» **HOW TO COMPLETE THIS TASK**
Leaving out all pictures, retype the records exactly.

··· DATASET ···

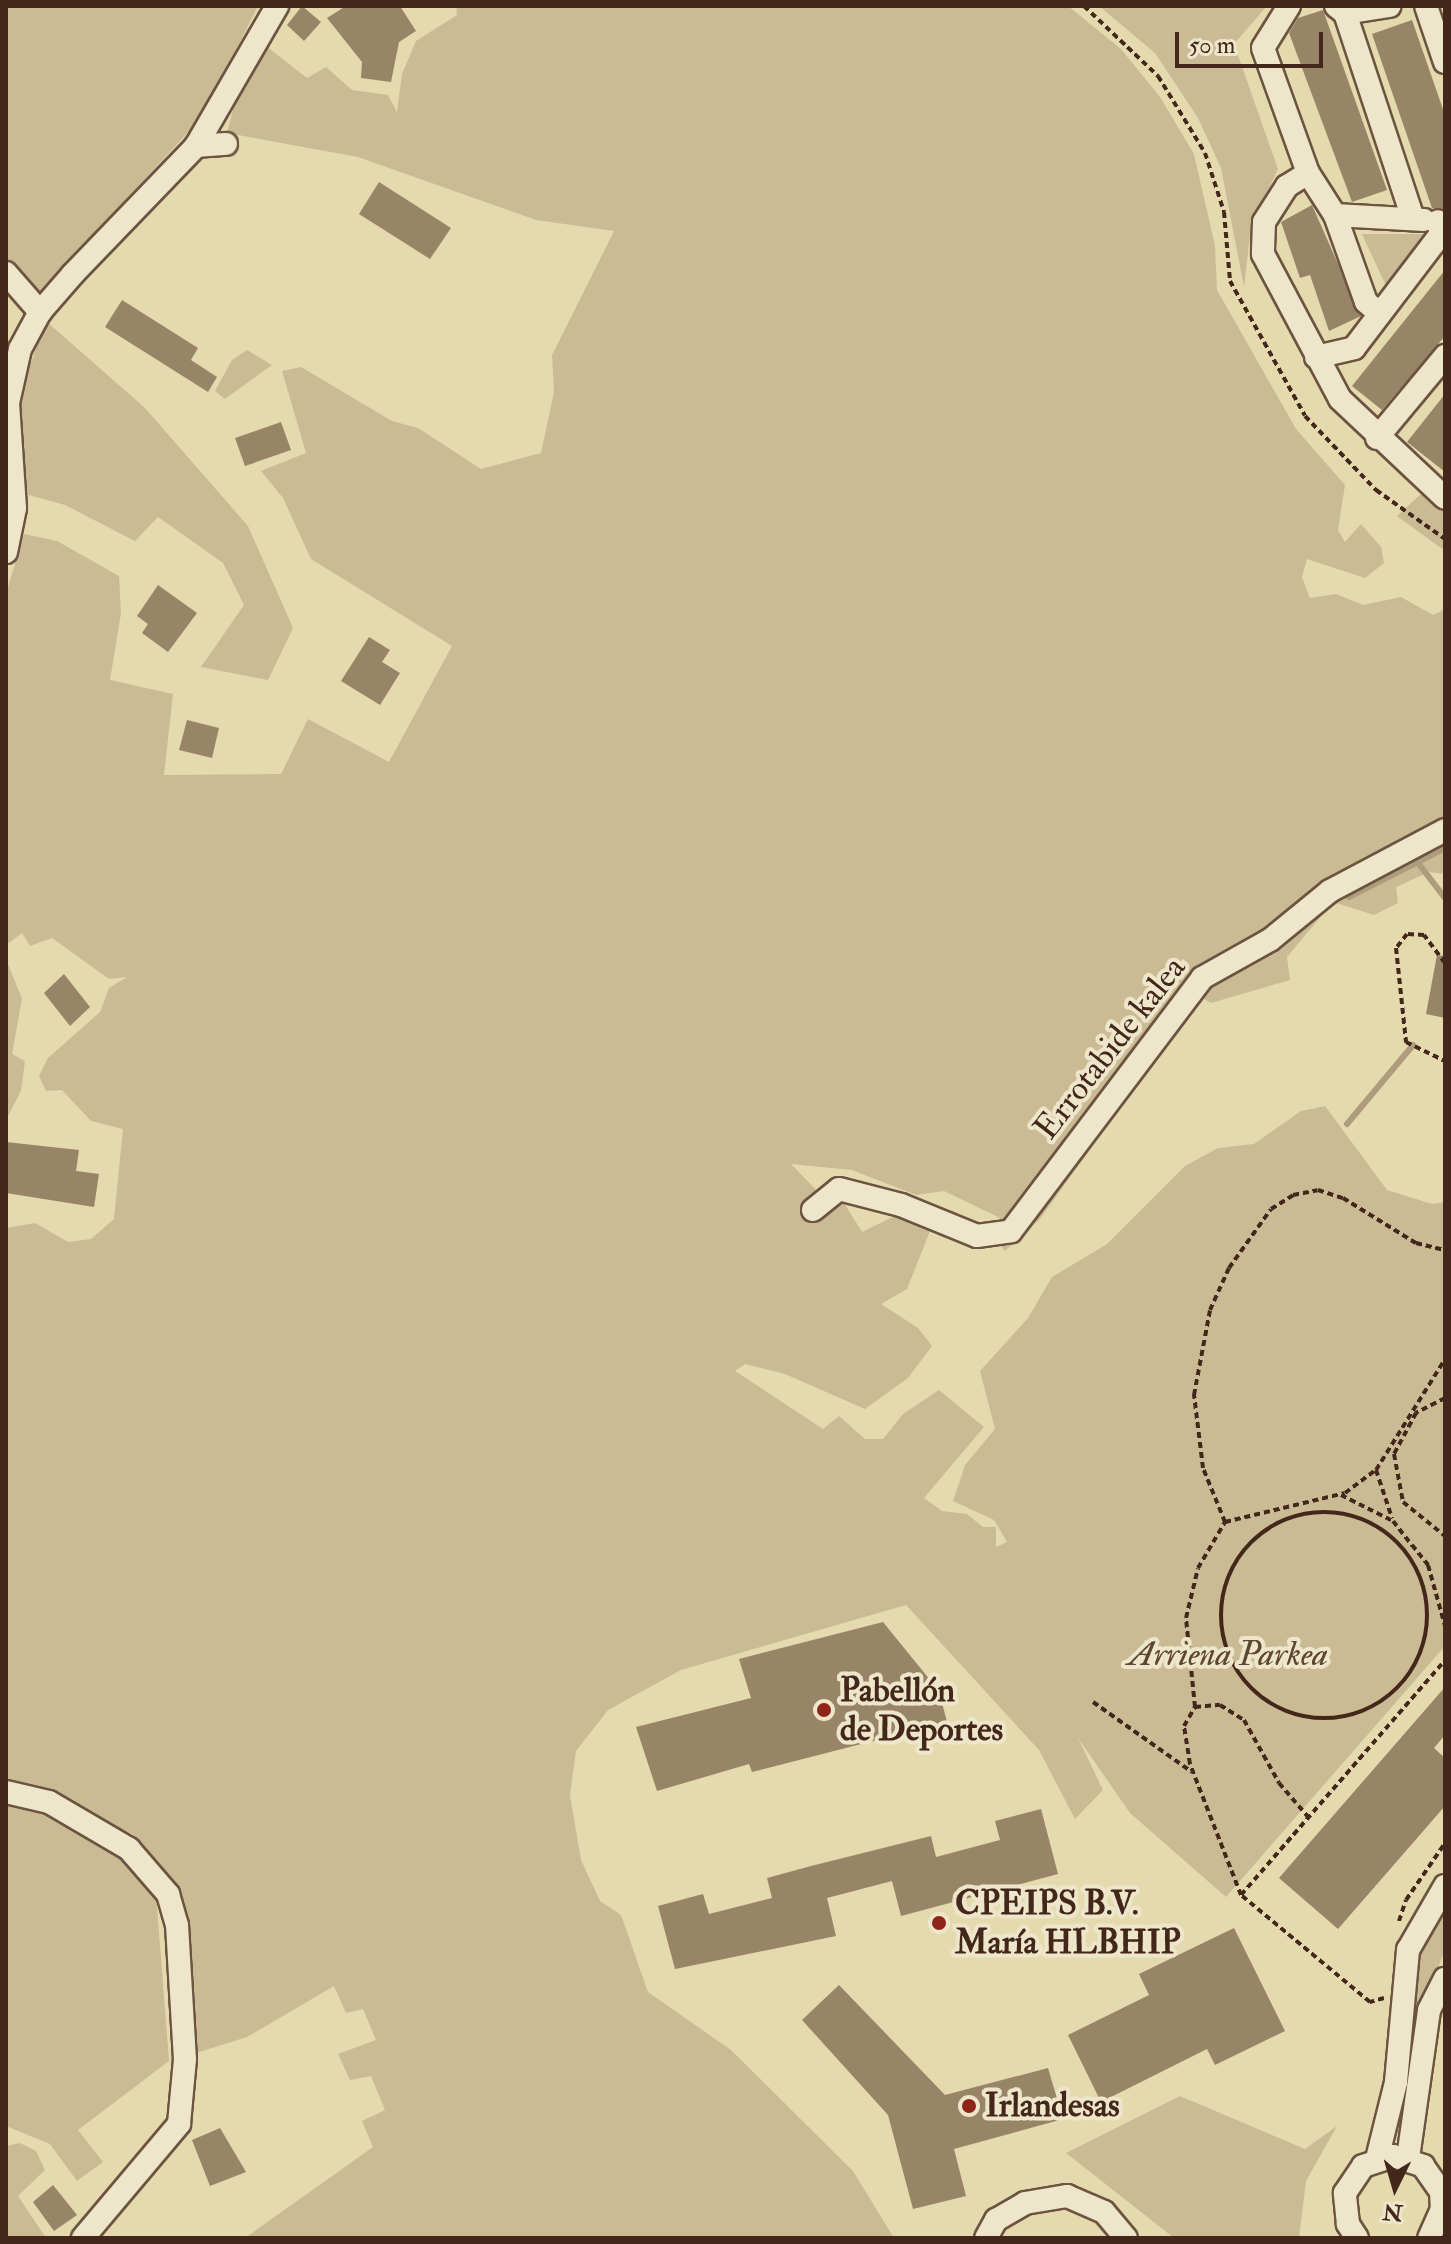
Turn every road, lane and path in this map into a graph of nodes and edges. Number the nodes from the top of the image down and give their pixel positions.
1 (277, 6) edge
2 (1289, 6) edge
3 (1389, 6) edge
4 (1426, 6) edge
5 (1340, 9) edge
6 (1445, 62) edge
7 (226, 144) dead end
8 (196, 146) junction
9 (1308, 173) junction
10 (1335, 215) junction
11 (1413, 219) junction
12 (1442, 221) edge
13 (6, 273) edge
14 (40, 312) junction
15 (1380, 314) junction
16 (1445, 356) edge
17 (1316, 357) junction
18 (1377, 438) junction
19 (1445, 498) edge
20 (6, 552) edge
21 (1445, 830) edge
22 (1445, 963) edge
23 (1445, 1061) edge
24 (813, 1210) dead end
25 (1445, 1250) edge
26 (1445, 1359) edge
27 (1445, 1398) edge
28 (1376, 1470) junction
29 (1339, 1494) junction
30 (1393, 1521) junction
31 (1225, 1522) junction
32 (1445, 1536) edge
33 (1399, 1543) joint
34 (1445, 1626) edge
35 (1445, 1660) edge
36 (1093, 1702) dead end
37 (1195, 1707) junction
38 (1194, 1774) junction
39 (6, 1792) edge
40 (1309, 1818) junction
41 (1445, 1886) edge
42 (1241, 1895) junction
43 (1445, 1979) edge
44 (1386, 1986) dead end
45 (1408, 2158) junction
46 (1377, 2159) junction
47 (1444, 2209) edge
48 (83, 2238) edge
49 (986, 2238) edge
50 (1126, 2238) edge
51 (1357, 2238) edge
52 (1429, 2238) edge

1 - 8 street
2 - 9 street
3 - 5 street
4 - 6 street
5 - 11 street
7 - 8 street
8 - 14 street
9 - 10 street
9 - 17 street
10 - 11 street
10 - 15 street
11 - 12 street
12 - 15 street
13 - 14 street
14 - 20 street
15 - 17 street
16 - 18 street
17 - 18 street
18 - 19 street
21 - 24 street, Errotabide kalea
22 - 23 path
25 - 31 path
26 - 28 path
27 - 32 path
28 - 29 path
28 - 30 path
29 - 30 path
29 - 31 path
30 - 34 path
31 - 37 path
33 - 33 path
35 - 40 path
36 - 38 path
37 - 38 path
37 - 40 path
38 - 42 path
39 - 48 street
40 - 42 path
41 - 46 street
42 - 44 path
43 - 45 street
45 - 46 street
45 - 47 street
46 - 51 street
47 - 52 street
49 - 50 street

···

» **RESULT OF THIS TASK**
Turn every road, lane and path in this map into a graph of nodes and edges. Number the nodes from the top of the image down and give their pixel positions.
1 (277, 6) edge
2 (1289, 6) edge
3 (1389, 6) edge
4 (1426, 6) edge
5 (1340, 9) edge
6 (1445, 62) edge
7 (226, 144) dead end
8 (196, 146) junction
9 (1308, 173) junction
10 (1335, 215) junction
11 (1413, 219) junction
12 (1442, 221) edge
13 (6, 273) edge
14 (40, 312) junction
15 (1380, 314) junction
16 (1445, 356) edge
17 (1316, 357) junction
18 (1377, 438) junction
19 (1445, 498) edge
20 (6, 552) edge
21 (1445, 830) edge
22 (1445, 963) edge
23 (1445, 1061) edge
24 (813, 1210) dead end
25 (1445, 1250) edge
26 (1445, 1359) edge
27 (1445, 1398) edge
28 (1376, 1470) junction
29 (1339, 1494) junction
30 (1393, 1521) junction
31 (1225, 1522) junction
32 (1445, 1536) edge
33 (1399, 1543) joint
34 (1445, 1626) edge
35 (1445, 1660) edge
36 (1093, 1702) dead end
37 (1195, 1707) junction
38 (1194, 1774) junction
39 (6, 1792) edge
40 (1309, 1818) junction
41 (1445, 1886) edge
42 (1241, 1895) junction
43 (1445, 1979) edge
44 (1386, 1986) dead end
45 (1408, 2158) junction
46 (1377, 2159) junction
47 (1444, 2209) edge
48 (83, 2238) edge
49 (986, 2238) edge
50 (1126, 2238) edge
51 (1357, 2238) edge
52 (1429, 2238) edge

1 - 8 street
2 - 9 street
3 - 5 street
4 - 6 street
5 - 11 street
7 - 8 street
8 - 14 street
9 - 10 street
9 - 17 street
10 - 11 street
10 - 15 street
11 - 12 street
12 - 15 street
13 - 14 street
14 - 20 street
15 - 17 street
16 - 18 street
17 - 18 street
18 - 19 street
21 - 24 street, Errotabide kalea
22 - 23 path
25 - 31 path
26 - 28 path
27 - 32 path
28 - 29 path
28 - 30 path
29 - 30 path
29 - 31 path
30 - 34 path
31 - 37 path
33 - 33 path
35 - 40 path
36 - 38 path
37 - 38 path
37 - 40 path
38 - 42 path
39 - 48 street
40 - 42 path
41 - 46 street
42 - 44 path
43 - 45 street
45 - 46 street
45 - 47 street
46 - 51 street
47 - 52 street
49 - 50 street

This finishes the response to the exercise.